Bug 1: LoginNodes Lifecycle Hook Not Completed

Bug Description

When removing LoginNodes from a cluster (setting Count: 0 or removing the LoginNodes section entirely), the cluster update fails because:

  1. ASG termination lifecycle hook keeps instances in Terminating:Wait state
  2. HeadNode readiness check expects all nodes (including terminating LoginNodes) to have the new config version
  3. The lifecycle hook is never completed (no CONTINUE/ABANDON signal sent by ParallelCluster)
  4. Readiness check fails repeatedly until CloudFormation update times out and rolls back

Steps to Reproduce

  1. Create a cluster with LoginNodes configured:
LoginNodes:
  Pools:
    - Name: login
      Count: 2
      InstanceType: m5.xlarge
      GracetimePeriod: 120
      Networking:
        SubnetIds:
          - subnet-XXXXXXXXX
  1. Wait for cluster to be fully operational

  2. Update cluster to remove LoginNodes (either set Count: 0 or remove LoginNodes section):

pcluster update-cluster --cluster-name pcluster-prod \
  --cluster-configuration config.yaml \
  --region us-east-2
  1. Observe the update fails with UPDATE_FAILED status

Expected Behavior

  • LoginNodes should be gracefully terminated
  • Lifecycle hook should be completed (CONTINUE signal sent after grace period)
  • OR LoginNodes being deleted should be excluded from readiness check
  • OR DynamoDB records for terminating LoginNodes should be cleaned up before readiness check
  • Cluster update should succeed

Actual Behavior

  • LoginNode EC2 instances stuck in Terminating:Wait state (up to 7200 seconds timeout)
  • Readiness check fails with "wrong records" error for LoginNodes
  • CloudFormation update fails and rolls back
  • LoginNodes remain in limbo state

Evidence

ASG Lifecycle Hooks Configuration

Hook Name Transition Default Result Timeout
pcluster-prod-login-LoginNod... EC2_INSTANCE_LAUNCHING ABANDON 600s
pcluster-prod-login-LoginNod... EC2_INSTANCE_TERMINATING ABANDON 7200s

chef-client.log (HeadNode)

INFO:__main__:Checking cluster readiness with arguments: cluster_name=pcluster-prod, table_name=parallelcluster-pcluster-prod, config_version=S5cS4rx2cUU9WXqE014a3vMyIrIhgZUH, region=us-east-2

INFO:__main__:Found batch of 7 cluster node(s): ['i-07ebfd7ab147b8072', 'i-0accf185802c0e3df', 'i-0dc1a01d5db6e9c5f', 'i-0306b95ecec4aca39', 'i-0c3e898294a535f4f', 'i-060a5f082a35a55da', 'i-0962fb3dbc9b6f634']

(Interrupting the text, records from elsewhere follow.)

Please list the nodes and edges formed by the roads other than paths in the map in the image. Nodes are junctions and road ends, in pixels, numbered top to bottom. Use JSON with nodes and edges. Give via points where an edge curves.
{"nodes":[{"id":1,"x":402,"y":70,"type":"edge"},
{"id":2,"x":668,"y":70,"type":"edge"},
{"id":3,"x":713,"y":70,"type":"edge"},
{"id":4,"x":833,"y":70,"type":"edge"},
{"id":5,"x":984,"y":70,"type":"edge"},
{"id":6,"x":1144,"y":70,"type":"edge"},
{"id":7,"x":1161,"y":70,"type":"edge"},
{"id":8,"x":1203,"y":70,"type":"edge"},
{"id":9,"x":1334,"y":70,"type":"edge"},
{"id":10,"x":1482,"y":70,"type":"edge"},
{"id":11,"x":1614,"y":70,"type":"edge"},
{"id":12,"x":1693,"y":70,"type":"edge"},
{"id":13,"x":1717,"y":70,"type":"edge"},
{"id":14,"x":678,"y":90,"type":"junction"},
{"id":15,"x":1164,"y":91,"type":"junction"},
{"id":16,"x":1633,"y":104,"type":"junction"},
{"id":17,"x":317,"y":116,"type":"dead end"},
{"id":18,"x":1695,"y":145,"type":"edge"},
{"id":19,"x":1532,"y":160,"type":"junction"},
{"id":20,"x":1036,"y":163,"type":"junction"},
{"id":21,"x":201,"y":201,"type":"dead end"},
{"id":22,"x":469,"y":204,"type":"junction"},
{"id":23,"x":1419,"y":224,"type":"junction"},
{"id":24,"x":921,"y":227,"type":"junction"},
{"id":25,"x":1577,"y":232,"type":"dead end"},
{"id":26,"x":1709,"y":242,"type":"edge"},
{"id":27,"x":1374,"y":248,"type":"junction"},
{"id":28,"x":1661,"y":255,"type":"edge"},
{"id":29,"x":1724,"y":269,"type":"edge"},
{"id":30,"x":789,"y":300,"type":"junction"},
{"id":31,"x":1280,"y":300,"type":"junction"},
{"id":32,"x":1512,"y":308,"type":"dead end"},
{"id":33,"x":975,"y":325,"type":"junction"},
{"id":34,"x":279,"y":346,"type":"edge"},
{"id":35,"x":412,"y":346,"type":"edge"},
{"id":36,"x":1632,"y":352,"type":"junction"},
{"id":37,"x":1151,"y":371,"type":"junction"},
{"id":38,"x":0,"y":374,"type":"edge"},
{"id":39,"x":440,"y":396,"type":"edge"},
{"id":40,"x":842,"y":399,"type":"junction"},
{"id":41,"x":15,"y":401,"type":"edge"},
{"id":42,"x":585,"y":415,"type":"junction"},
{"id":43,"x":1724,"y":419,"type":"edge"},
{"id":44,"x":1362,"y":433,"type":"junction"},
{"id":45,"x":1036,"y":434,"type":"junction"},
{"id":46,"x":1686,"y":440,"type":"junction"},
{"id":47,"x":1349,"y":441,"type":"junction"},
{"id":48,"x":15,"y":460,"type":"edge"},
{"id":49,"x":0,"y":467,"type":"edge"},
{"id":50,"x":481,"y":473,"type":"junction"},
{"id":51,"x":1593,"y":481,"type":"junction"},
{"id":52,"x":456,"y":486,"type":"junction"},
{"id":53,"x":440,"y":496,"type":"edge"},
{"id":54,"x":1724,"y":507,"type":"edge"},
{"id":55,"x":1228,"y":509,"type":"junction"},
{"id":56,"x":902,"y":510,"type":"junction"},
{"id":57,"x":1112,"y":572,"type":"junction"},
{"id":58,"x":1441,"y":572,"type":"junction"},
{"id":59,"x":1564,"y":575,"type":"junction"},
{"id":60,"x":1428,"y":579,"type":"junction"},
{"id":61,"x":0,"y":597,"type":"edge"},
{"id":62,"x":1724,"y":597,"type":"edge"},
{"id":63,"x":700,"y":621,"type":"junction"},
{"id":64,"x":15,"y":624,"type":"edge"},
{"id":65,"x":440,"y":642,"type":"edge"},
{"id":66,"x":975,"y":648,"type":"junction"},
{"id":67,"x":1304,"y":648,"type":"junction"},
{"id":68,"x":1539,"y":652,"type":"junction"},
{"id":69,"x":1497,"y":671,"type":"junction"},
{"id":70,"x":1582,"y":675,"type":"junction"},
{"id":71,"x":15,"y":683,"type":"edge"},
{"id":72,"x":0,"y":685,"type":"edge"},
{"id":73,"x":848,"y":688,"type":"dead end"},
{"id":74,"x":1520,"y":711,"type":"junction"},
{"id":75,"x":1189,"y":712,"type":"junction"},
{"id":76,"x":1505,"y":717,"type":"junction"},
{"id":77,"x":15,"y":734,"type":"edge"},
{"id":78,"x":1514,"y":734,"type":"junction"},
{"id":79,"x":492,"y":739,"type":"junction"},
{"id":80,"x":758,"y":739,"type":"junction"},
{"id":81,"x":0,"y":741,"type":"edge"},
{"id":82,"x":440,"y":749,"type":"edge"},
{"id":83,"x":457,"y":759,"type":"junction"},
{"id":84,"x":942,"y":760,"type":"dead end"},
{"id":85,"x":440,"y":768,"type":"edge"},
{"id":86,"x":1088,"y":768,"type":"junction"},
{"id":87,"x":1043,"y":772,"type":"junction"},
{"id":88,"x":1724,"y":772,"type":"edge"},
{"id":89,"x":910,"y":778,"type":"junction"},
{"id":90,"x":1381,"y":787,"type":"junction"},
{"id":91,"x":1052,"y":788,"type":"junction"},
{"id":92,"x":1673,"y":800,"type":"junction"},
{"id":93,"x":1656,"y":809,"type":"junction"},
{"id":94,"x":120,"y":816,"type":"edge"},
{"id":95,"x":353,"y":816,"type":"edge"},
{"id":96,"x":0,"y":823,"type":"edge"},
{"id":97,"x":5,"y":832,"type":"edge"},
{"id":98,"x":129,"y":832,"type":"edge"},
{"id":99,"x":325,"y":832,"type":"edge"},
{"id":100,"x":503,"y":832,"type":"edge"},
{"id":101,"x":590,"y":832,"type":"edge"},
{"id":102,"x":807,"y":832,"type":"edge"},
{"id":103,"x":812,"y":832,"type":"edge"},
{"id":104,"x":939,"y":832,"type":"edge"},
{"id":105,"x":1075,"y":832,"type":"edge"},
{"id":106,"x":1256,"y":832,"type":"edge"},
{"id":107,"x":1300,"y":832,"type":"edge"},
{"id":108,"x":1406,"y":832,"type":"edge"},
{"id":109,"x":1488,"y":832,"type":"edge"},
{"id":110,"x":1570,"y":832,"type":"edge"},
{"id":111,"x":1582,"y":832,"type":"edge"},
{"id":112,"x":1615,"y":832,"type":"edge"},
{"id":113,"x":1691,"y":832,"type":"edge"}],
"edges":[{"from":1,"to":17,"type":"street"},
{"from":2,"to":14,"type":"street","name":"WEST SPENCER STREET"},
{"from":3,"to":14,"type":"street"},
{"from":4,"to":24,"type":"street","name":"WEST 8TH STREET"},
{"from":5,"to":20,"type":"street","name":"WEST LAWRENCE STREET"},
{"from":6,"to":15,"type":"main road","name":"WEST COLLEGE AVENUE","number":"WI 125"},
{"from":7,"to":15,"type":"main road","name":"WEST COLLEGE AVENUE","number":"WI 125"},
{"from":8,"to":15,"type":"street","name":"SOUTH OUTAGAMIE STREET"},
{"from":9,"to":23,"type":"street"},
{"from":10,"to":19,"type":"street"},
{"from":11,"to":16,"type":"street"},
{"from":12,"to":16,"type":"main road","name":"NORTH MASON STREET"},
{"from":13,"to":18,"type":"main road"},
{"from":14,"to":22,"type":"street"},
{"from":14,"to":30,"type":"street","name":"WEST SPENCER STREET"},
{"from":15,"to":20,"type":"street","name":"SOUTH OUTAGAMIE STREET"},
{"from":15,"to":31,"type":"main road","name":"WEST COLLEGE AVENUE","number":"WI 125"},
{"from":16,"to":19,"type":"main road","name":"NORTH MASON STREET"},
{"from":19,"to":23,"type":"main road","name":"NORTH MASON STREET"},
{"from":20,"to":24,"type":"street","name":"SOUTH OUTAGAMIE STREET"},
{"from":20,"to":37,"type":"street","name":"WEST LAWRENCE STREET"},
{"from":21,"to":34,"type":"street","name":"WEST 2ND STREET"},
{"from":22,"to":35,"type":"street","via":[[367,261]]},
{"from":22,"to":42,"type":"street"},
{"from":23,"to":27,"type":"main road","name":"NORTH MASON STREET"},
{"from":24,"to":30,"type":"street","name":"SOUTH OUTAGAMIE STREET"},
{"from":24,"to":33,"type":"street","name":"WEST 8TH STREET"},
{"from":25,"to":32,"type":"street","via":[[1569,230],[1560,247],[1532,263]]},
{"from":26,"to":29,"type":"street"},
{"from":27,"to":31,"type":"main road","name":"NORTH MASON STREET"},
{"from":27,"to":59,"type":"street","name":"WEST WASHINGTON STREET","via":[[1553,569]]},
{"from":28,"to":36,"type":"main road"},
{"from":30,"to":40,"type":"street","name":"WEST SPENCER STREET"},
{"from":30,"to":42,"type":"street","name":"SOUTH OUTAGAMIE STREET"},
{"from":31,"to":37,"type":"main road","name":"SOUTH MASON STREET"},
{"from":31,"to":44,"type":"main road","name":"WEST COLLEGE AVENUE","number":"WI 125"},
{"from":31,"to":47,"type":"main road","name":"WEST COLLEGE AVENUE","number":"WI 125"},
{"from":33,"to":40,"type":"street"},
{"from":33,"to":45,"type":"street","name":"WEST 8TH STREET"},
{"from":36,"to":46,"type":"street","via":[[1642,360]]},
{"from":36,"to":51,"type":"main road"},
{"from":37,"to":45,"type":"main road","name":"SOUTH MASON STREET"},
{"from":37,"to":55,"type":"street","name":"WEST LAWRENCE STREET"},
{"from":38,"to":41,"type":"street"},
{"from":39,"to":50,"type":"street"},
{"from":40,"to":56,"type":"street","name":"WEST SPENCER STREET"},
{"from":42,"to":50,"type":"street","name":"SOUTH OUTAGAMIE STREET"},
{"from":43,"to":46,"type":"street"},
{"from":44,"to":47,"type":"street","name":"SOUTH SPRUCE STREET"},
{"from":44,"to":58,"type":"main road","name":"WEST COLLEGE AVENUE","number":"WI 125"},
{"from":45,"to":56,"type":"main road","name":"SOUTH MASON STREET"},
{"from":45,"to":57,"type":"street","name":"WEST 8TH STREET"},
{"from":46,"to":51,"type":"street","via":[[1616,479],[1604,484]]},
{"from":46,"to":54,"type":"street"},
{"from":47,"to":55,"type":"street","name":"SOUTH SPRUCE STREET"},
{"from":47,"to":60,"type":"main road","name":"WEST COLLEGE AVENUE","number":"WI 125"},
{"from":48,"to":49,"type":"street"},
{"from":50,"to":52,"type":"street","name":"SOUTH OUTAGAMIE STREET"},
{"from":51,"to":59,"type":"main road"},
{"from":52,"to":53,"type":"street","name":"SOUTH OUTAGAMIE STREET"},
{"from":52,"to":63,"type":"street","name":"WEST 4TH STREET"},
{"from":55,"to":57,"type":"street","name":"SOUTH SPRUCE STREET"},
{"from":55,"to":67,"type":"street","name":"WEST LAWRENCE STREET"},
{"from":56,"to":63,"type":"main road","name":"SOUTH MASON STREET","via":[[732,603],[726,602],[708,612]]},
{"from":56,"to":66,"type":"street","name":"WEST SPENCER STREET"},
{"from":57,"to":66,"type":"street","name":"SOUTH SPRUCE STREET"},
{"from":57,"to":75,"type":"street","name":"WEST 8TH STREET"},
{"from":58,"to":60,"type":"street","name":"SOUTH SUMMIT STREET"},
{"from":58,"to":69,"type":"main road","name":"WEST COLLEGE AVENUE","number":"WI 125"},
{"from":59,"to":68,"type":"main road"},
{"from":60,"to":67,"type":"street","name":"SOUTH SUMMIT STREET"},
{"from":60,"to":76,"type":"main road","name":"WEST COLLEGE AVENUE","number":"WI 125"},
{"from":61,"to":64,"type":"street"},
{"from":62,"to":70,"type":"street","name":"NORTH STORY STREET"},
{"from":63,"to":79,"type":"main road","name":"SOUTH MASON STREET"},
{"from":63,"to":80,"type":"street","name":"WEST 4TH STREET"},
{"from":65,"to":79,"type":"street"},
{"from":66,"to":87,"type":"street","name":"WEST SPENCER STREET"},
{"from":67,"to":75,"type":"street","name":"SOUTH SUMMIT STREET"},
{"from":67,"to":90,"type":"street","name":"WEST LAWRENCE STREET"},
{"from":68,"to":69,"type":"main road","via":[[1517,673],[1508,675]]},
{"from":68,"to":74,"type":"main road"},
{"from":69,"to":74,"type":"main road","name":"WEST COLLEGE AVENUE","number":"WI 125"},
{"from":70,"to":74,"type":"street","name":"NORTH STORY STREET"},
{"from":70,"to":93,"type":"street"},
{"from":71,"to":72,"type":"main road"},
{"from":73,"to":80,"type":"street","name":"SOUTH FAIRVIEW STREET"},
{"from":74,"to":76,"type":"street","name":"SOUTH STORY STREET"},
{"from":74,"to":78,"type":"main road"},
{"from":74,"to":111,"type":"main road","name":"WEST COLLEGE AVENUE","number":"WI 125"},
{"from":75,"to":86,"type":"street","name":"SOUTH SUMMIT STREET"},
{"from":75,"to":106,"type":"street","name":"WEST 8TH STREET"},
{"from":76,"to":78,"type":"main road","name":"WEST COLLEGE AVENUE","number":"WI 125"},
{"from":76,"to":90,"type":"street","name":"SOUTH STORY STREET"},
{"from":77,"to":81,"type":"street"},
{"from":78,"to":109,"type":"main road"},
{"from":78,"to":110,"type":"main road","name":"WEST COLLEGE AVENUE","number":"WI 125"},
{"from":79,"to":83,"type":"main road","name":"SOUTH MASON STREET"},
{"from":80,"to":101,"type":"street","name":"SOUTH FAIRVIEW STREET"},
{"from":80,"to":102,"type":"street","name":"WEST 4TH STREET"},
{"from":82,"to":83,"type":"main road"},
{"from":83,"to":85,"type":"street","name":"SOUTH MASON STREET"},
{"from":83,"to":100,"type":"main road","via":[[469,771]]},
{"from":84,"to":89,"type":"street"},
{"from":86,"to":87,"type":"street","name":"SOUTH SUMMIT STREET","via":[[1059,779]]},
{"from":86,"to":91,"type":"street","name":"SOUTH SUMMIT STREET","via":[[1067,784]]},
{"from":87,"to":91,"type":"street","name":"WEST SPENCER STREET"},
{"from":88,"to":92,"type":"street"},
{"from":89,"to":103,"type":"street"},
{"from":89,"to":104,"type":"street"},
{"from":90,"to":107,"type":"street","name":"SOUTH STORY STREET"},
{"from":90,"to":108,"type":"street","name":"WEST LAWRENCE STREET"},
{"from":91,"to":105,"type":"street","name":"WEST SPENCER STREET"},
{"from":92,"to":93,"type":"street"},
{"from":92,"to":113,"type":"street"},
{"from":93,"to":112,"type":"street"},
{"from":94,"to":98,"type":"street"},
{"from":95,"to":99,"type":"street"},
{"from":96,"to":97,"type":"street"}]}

INFO:__main__:Retrieved 7 DDB item(s):
  {'Id': {'S': 'CLUSTER_CONFIG.i-0c3e898294a535f4f'}, 'Data': {'M': {'node_type': {'S': 'LoginNode'}, 'cluster_config_version': {'S': 'aZKApygBp2ZBLMeqyn_LoVputxaHnQYE'}, ...}}}
  {'Id': {'S': 'CLUSTER_CONFIG.i-0dc1a01d5db6e9c5f'}, 'Data': {'M': {'node_type': {'S': 'LoginNode'}, 'cluster_config_version': {'S': 'aZKApygBp2ZBLMeqyn_LoVputxaHnQYE'}, ...}}}
  ... (ComputeFleet nodes updated to new config) ...

ERROR:__main__:Some cluster readiness checks failed: Check failed due to the following erroneous records:
  * missing records (0): []
  * incomplete records (0): []
  * wrong records (4): [('i-0dc1a01d5db6e9c5f', 'aZKApygBp2ZBLMeqyn_LoVputxaHnQYE'), ('i-0306b95ecec4aca39', 'aZKApygBp2ZBLMeqyn_LoVputxaHnQYE'), ('i-0c3e898294a535f4f', 'aZKApygBp2ZBLMeqyn_LoVputxaHnQYE'), ('i-060a5f082a35a55da', 'aZKApygBp2ZBLMeqyn_LoVputxaHnQYE')]

Note: The 4 "wrong records" are all LoginNodes with old config version. ComputeFleet nodes successfully updated to new config.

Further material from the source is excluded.